MIQ Logistics
- Type: Privately Held Company
- Industry: Logistics
- Predecessor: YRC Logistics
- Defunct: 2019
- Fate: Acquired
- Headquarters: Overland Park, Kansas
- Number of locations: 146 (2018)
- Area served: North America; Asia; Europe; Africa; Australia; New Zealand; Middle East; Latin America;
- Key people: John E Carr (President and CEO); Brenda Stasiulis (CFO);
- Services: Global Freight Forwarding; Customs Brokerage; Supply Chain Management; Project Logistics; Origin Consolidation; Global Trade Management; Warehouse Management; Global Business Intelligence;
- Parent: Austin Ventures
- Website: www.miq.com

= MIQ Logistics =

Former American third party logistics company

MIQ Logistics was a third party logistics company headquartered in Overland Park, Kansas, United States. MIQ Logistics operated in global freight forwarding, customs brokerage, supply chain management, project logistics, origin consolidation, global trade management, warehouse management, and global business intelligence, with offices in North America, Asia, Europe, Africa, Australia, New Zealand, the Middle East, and Latin America.

==History==
In 2010, YRC Worldwide sold YRC Logistics to private equity firm Austin Ventures for $38.7 million. Austin Ventures shortly after the purchase rebranded the unit as MIQ Logistics.

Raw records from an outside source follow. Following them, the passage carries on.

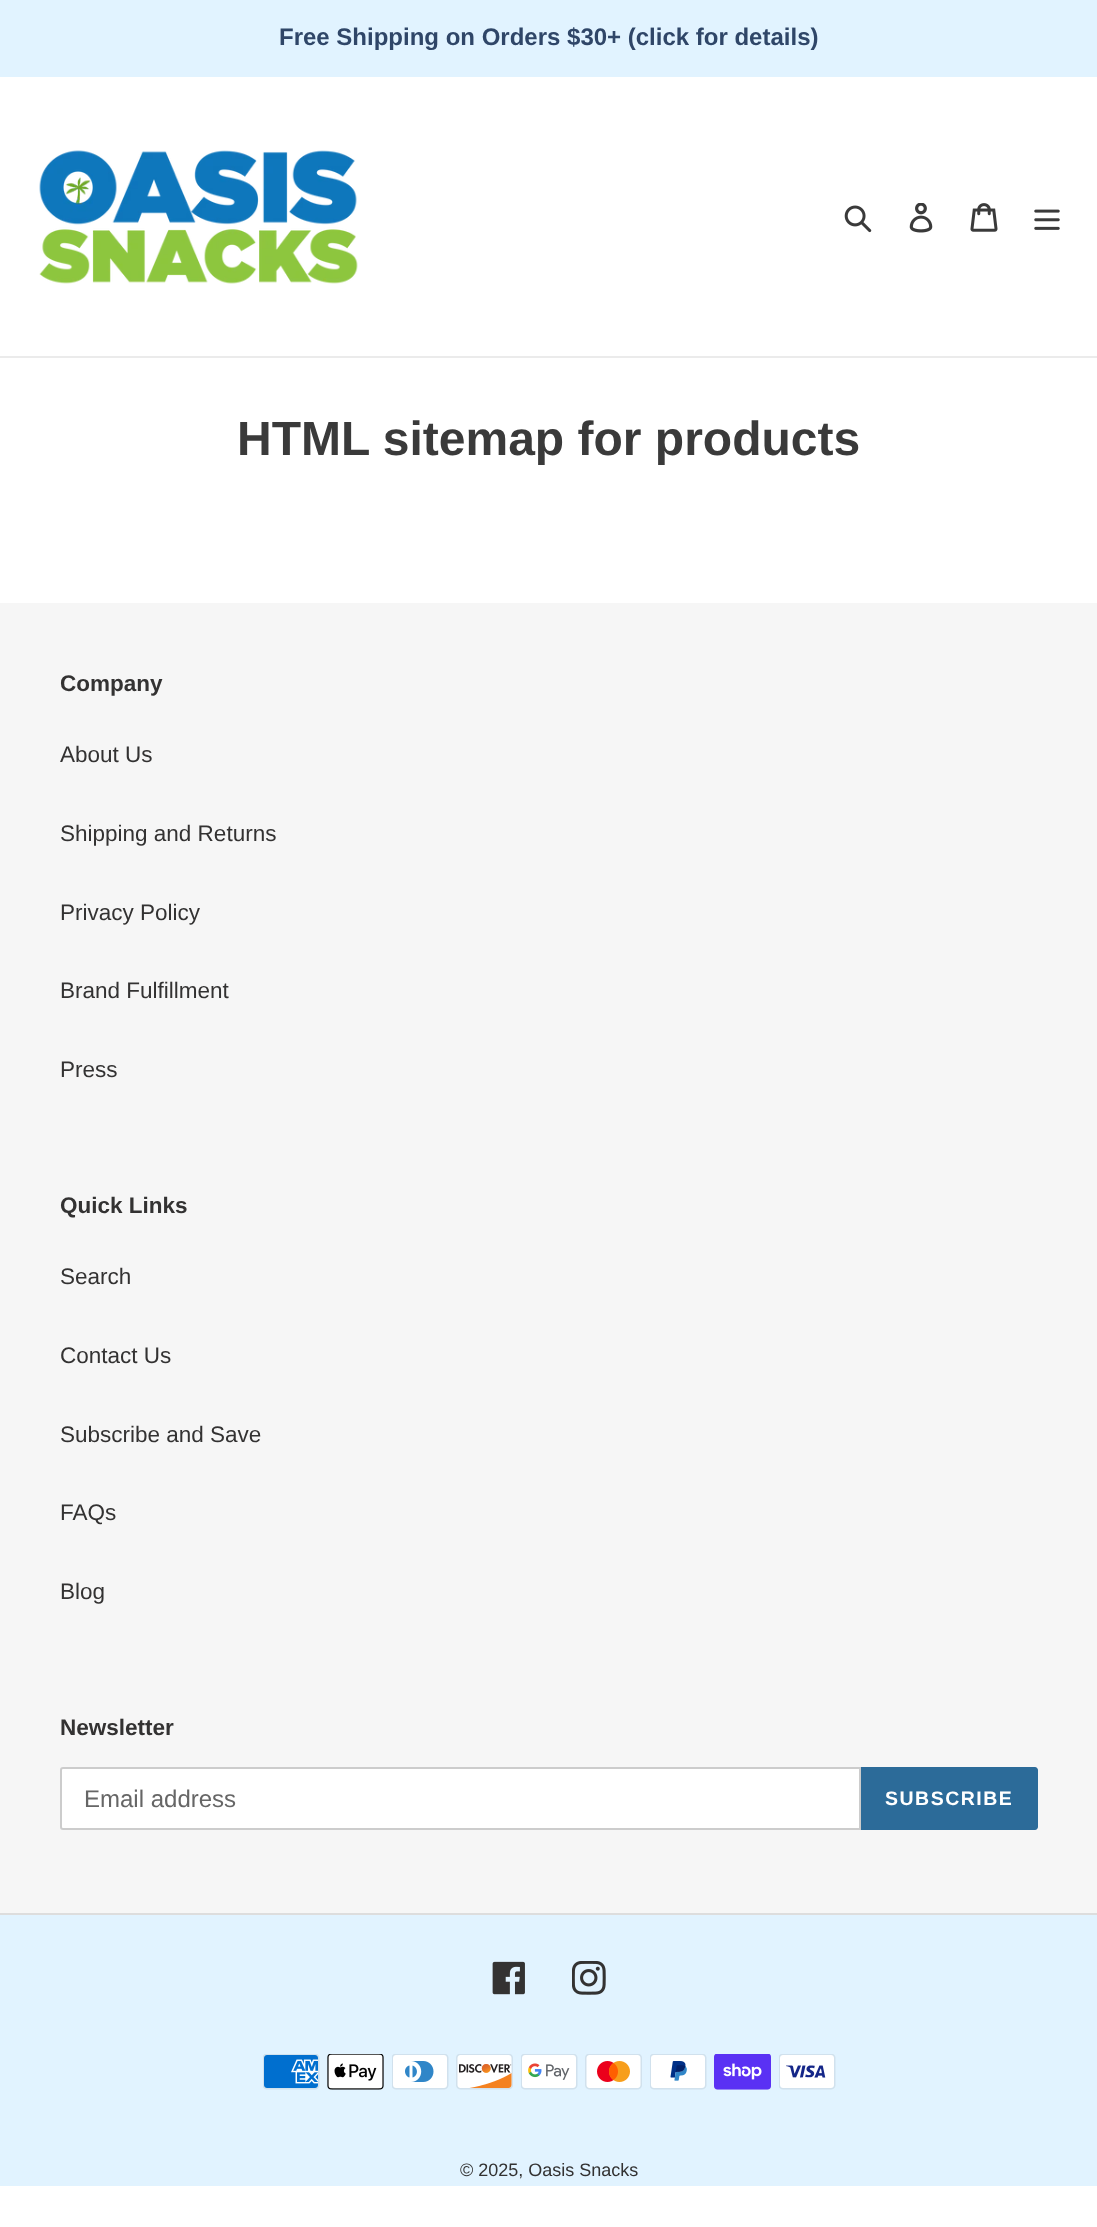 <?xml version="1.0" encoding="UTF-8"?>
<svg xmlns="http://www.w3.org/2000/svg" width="1097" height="2227">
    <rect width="100%" height="100%" fill="#FFFFFF"/>
    <rect x="0" y="0" width="1097" height="77" fill="#E1F3FF"/>
    <text x="279" y="45" font-family="Liberation Sans" font-size="24" font-weight="700" fill="#2F4668">Free Shipping on Orders $30+ (click for details)</text>
    <rect x="0" y="356" width="1097" height="2" fill="#EBEBEB"/>
    <image x="39" y="150" width="319" height="134" href="img_01.png"/>
    <image x="844" y="205" width="28" height="28" href="img_02.png"/>
    <image x="909" y="203" width="24" height="30" href="img_03.png"/>
    <image x="970" y="203" width="28" height="29" href="img_04.png"/>
    <image x="1034" y="209" width="26" height="21" href="img_05.png"/>
    <text x="237" y="455" font-family="Liberation Sans" font-size="48" font-weight="700" fill="#3A3A3A">HTML sitemap for products</text>
    <rect x="0" y="603" width="1097" height="1310" fill="#F6F6F6"/>
    <text x="60" y="691" font-family="Liberation Sans" font-size="22.5" font-weight="700" fill="#333232">Company</text>
    <text x="60" y="762" font-family="Liberation Sans" font-size="22.5" fill="#333232">About Us</text>
    <text x="60" y="841" font-family="Liberation Sans" font-size="22.5" fill="#333232">Shipping and Returns</text>
    <text x="60" y="920" font-family="Liberation Sans" font-size="22.5" fill="#333232">Privacy Policy</text>
    <text x="60" y="998" font-family="Liberation Sans" font-size="22.5" fill="#333232">Brand Fulfillment</text>
    <text x="60" y="1077" font-family="Liberation Sans" font-size="22.5" fill="#333232">Press</text>
    <text x="60" y="1213" font-family="Liberation Sans" font-size="22.5" font-weight="700" fill="#333232">Quick Links</text>
    <text x="60" y="1284" font-family="Liberation Sans" font-size="22.5" fill="#333232">Search</text>
    <text x="60" y="1363" font-family="Liberation Sans" font-size="22.5" fill="#333232">Contact Us</text>
    <text x="60" y="1442" font-family="Liberation Sans" font-size="22.5" fill="#333232">Subscribe and Save</text>
    <text x="60" y="1520" font-family="Liberation Sans" font-size="22.5" fill="#333232">FAQs</text>
    <text x="60" y="1599" font-family="Liberation Sans" font-size="22.5" fill="#333232">Blog</text>
    <text x="60" y="1735" font-family="Liberation Sans" font-size="22.5" font-weight="700" fill="#333232">Newsletter</text>
    <path d="M 63 1768 H 860 V 1829 H 63 C 62 1829 61 1828 61 1827 V 1770 C 61 1769 62 1768 63 1768 Z" fill="#FFFFFF" stroke="#CCCCCC" stroke-width="2"/>
    <text x="84" y="1807" font-family="Liberation Sans" font-size="24" fill="#666666">Email address</text>
    <path d="M 861 1767 H 1035 C 1036.5 1767 1038 1768.5 1038 1770 V 1827 C 1038 1828.5 1036.5 1830 1035 1830 H 861 Z" fill="#2C6B99"/>
    <text x="885" y="1805" font-family="Liberation Sans" font-size="19.5" font-weight="700" letter-spacing="1.5" fill="#FFFFFF">SUBSCRIBE</text>
    <rect x="0" y="1915" width="1097" height="271" fill="#E1F3FF"/>
    <rect x="0" y="1913" width="1097" height="2" fill="#DDDDDD"/>
    <image x="492" y="1961" width="33" height="34" href="img_06.png"/>
    <image x="572" y="1961" width="34" height="34" href="img_07.png"/>
    <image x="263" y="2054" width="57" height="36" href="img_08.png"/>
    <image x="327" y="2054" width="57" height="36" href="img_09.png"/>
    <image x="392" y="2054" width="57" height="36" href="img_10.png"/>
    <image x="456" y="2054" width="57" height="36" href="img_11.png"/>
    <image x="521" y="2054" width="57" height="36" href="img_12.png"/>
    <image x="585" y="2054" width="57" height="36" href="img_13.png"/>
    <image x="650" y="2054" width="57" height="36" href="img_14.png"/>
    <image x="714" y="2054" width="57" height="36" href="img_15.png"/>
    <image x="779" y="2054" width="57" height="36" href="img_16.png"/>
    <text x="460" y="2176" font-family="Liberation Sans" font-size="18" fill="#333232">© 2025, Oasis Snacks</text>
</svg>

In 2011, MIQ Logistics announced their acquisition of The Logistics Corporation Ltd. based out of the United Kingdom.

In 2017, MIQ Logistics sold its North American domestic transportation business to an undisclosed buyer.

In 2009, MIQ Logistics volunteered to deliver a piece of steel from the fallen World Trade Center Towers from Port Authority of New York and New Jersey to Overland Park, Kansas.

==Sustainability==
MIQ used the United States Environmental Protection Agency's (EPA) Shipper Fleet Performance Model aiding shippers in estimating greenhouse gas emissions by road and rail, and expanding to air carriers and ships. Other environment initiatives included adding reusable totes for use in chemical shipments, eliminating the need manufacture and dispose of steel drums. Hydrogen cell battery forklifts were also evaluated as part of their material handling equipment options.

==Acquisitions==
In 2011, MIQ acquired UK-based, retail logistics company The Logistics Corporation Ltd., offering services including, but not limited to, retail warehousing and fulfilling services.

In 2016, MIQ Logistics purchased assets in Miami-based Alfa Logistics and Colombian-based Kronos Logistics with the goal to increase their Latin American presence.

In 2017, MIQ Logistics offloaded their North American domestic transportation business to an undisclosed buyer as they shifted their focus entirely to international shipping and logistics services.

In April 2019, Noatum Logistics completed the acquisition of MIQ.